Salvo o devido respeito, nenhuma dessas circunstâncias se verifica, motivo por que a revista não pode ser admitida à luz das mesmas. Vejamos:

Não havendo alegação alguma de que a alteração do lugar de realização do procedimento inspectivo, convertendo-o de interno em externo, tenha sido motivada por razão ou propósito ilegal e que não tenha correspondência material efectiva – nada permitindo apoiar a sugestão da Recorrente, de que a AT “instrumentalizou” o procedimento –, bem como estando demonstrado nos autos que essa alteração foi precedida do competente despacho, que foi devidamente notificado à ora Recorrente, não se vislumbra argumentação jurídica consistente no sentido da interpretação sustentada nas alegações, de que o arresto, que foi proferido no âmbito do procedimento inspectivo que corria como interno, deixe de valer quando esse procedimento foi convertido em externo.
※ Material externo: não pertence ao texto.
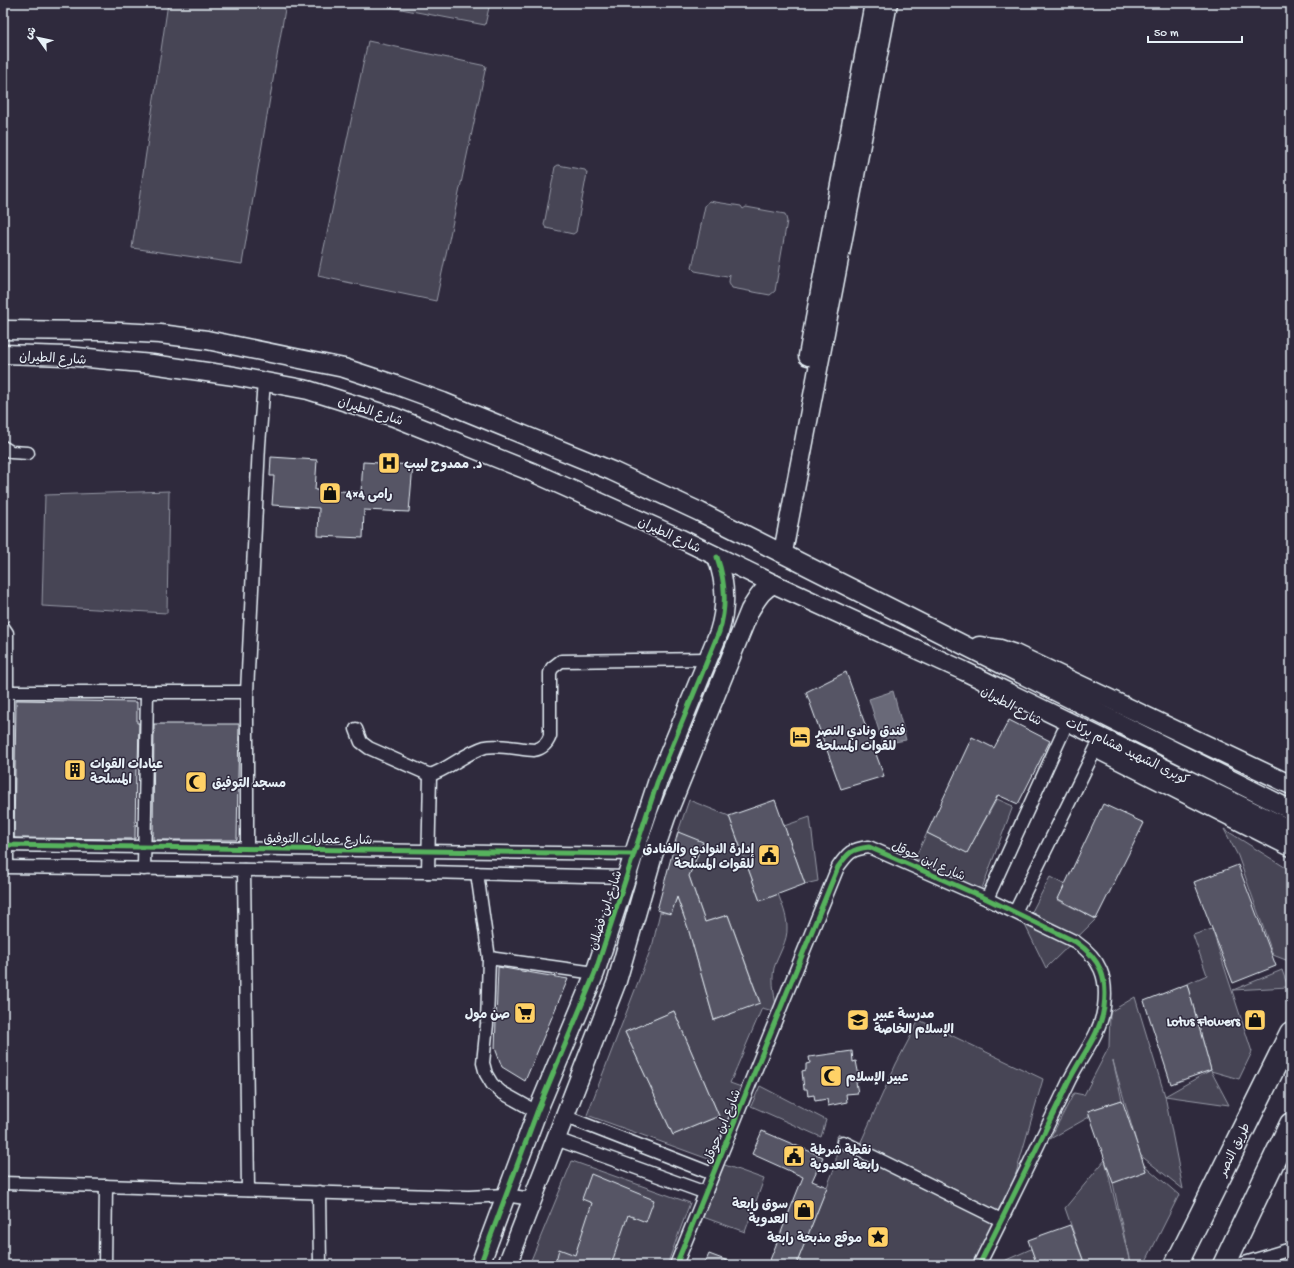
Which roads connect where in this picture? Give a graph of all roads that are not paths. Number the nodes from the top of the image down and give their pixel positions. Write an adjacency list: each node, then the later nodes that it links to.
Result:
1 (881, 5): 7 (main road)
2 (3, 330): 7 (main road, شارع الطيران)
3 (3, 354): 4 (main road, شارع الطيران)
4 (264, 382): 8 (main road, شارع الطيران); 18 (street)
5 (3, 447): 6 (street)
6 (28, 453)
7 (778, 550): 13 (main road, شارع الطيران)
8 (717, 557): 9 (main road, شارع الطيران); 10 (main road, شارع ابن فضلان)
9 (774, 584): 11 (main road); 15 (main road, شارع الطيران)
10 (724, 607): 11 (main road); 14 (main road, شارع ابن فضلان)
11 (750, 610): 44 (main road)
12 (3, 627): 16 (street)
13 (968, 646): 23 (main road, شارع الطيران); 24 (main road, كوبرى الشهيد هشام بركات)
14 (708, 659): 22 (street); 31 (main road, شارع ابن فضلان)
15 (964, 671): 20 (main road, شارع الطيران); 25 (main road, كوبرى الشهيد هشام بركات)
16 (6, 692): 17 (street); 26 (street)
17 (147, 692): 18 (street); 27 (street)
18 (247, 692): 29 (street)
19 (356, 729): 22 (street)
20 (1063, 732): 21 (main road, شارع الطيران); 38 (street)
21 (1096, 748): 28 (main road, شارع الطيران); 39 (street)
22 (430, 776): 30 (street)
23 (1291, 785)
24 (1284, 806)
25 (1291, 830)
26 (5, 845): 27 (street, شارع عمارات التوفيق); 32 (street)
27 (145, 847): 29 (street, شارع عمارات التوفيق); 33 (street)
28 (1291, 847)
29 (247, 848): 30 (street, شارع عمارات التوفيق)
30 (429, 850): 31 (street, شارع عمارات التوفيق); 35 (street)
31 (633, 854): 37 (main road, شارع ابن فضلان)
32 (5, 867): 33 (street)
33 (144, 869): 34 (street)
34 (244, 870): 35 (street); 51 (street)
35 (428, 872): 36 (street)
36 (478, 874): 37 (street); 40 (street)
37 (626, 878): 41 (main road, شارع ابن فضلان)
38 (987, 898): 39 (street, شارع ابن حوقل); 48 (street, شارع ابن حوقل)
39 (1015, 912): 56 (street, شارع ابن حوقل)
40 (489, 958): 41 (street); 43 (street)
41 (595, 973): 43 (main road, شارع ابن فضلان)
42 (1291, 1033): 64 (highway, طريق النصر)
43 (537, 1112): 54 (main road, شارع ابن فضلان)
44 (564, 1116): 46 (main road); 48 (street)
45 (1291, 1124): 65 (highway)
46 (556, 1139): 53 (street); 55 (main road)
47 (843, 1142): 56 (street)
48 (713, 1174): 53 (street, شارع ابن حوقل)
49 (3, 1183): 50 (street)
50 (106, 1186): 51 (street); 58 (street)
51 (248, 1190): 52 (street)
52 (319, 1192): 54 (street); 59 (street)
53 (706, 1193): 62 (street, شارع ابن حوقل)
54 (505, 1195): 55 (street); 60 (main road, شارع ابن فضلان)
55 (532, 1199): 61 (main road)
56 (1001, 1220): 63 (street, شارع ابن حوقل)
57 (1291, 1249): 66 (street)
58 (105, 1265)
59 (320, 1265)
60 (480, 1265)
61 (507, 1265)
62 (676, 1265)
63 (979, 1265)
64 (1176, 1265)
65 (1224, 1265)
66 (1238, 1265)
Bem pelo contrário, difícil de compreender seria que a mera circunstância da alteração do lugar de realização do procedimento inspectivo, por si só, acarretasse a caducidade do arresto.

É certo que a Recorrente esgrime uma alteração da causa de pedir do arresto, mas, salvo o devido respeito, a causa de pedir do pedido da providência cautelar não se prende com o lugar onde o procedimento de inspecção é realizado (cfr. art. 136.º, n.º 4, do CPPT).

A questão, a nosso ver, não se assume como controversa, a requerer a intervenção deste Supremo Tribunal em ordem a poder servir de orientação para casos futuros.

Muito menos poderá sustentar-se que o Tribunal Central Administrativo Sul, ao decidir a questão, incorreu em erro manifesto e notório ou que a interpretação que sufragou «fere o senso comum» e «contradiz doutrina firmada e reafirmada pelo Supremo Tribunal».

Ao invés, o acórdão recorrido surge como bem fundamentado, alicerçado numa interpretação plausível e razoável, em aparentar erros manifestos, seja em termos de lógica seja em termos de hermenêutica jurídica.

Acresce que a Recorrente, apesar do que alega, não dá exemplo algum, nem nós conhecemos, de decisão deste Supremo Tribunal Administrativo em sentido divergente do acórdão recorrido.

2.2.2.3 Em suma, não se mostram reunidos os pressupostos de admissibilidade do recurso de revista previstos no art. 285.º do CPPT que, recorde-se não constitui mais um grau de recurso que o legislador tenha posto irrestritamente à disposição da parte que considera que o acórdão recorrido enferma de erro de julgamento.

2.2.3 CONCLUSÕES

Preparando a decisão, formulamos as seguintes conclusões:
Página 6 de 7
Administrativo - Acórdão n.º 01244/21.7BELRS-A
I - O recurso de revista excepcional previsto no art. 285.º do CPPT não corresponde à introdução generalizada de uma nova instância de recurso, funcionando apenas como uma “válvula de segurança” do sistema, pelo que só é admissível se estivermos perante uma questão que, pela sua relevância jurídica ou social, se revista de importância fundamental, ou se a admissão deste recurso for claramente necessária para uma melhor aplicação do direito, incumbindo ao recorrente alegar e demonstrar os requisitos da admissibilidade do recurso.

II - Não é de admitir o recurso se a questão que o recorrente pretende ver reapreciada não se apresenta como de elevada complexidade jurídica, nem tem suscitado dúvidas ao nível da jurisprudência, como também não se vislumbra que a questão tenha sido tratada pelo tribunal central administrativo de modo manifestamente errado, a justificar a intervenção do Supremo Tribunal Administrativo, como órgão de cúpula da jurisdição tributária e, pelo contrário, a decisão da mesma se mostra alicerçada numa interpretação coerente das normas jurídicas aplicáveis.

* * *

3. DECISÃO
Em face do exposto, os juízes da Secção do Contencioso Tributário deste Supremo Tribunal Administrativo acordam, em conferência da formação prevista no n.º 6 do art. 285.º do CPPT, em não admitir o presente recurso, por não estarem preenchidos os pressupostos do recurso de revista excepcional previstos no n.º 1 do mesmo artigo.

Custas pela Recorrente.
*
Lisboa, 21 de Abril de 2022. – Francisco Rothes (relator) – Isabel Marques da Silva – Aragão Seia.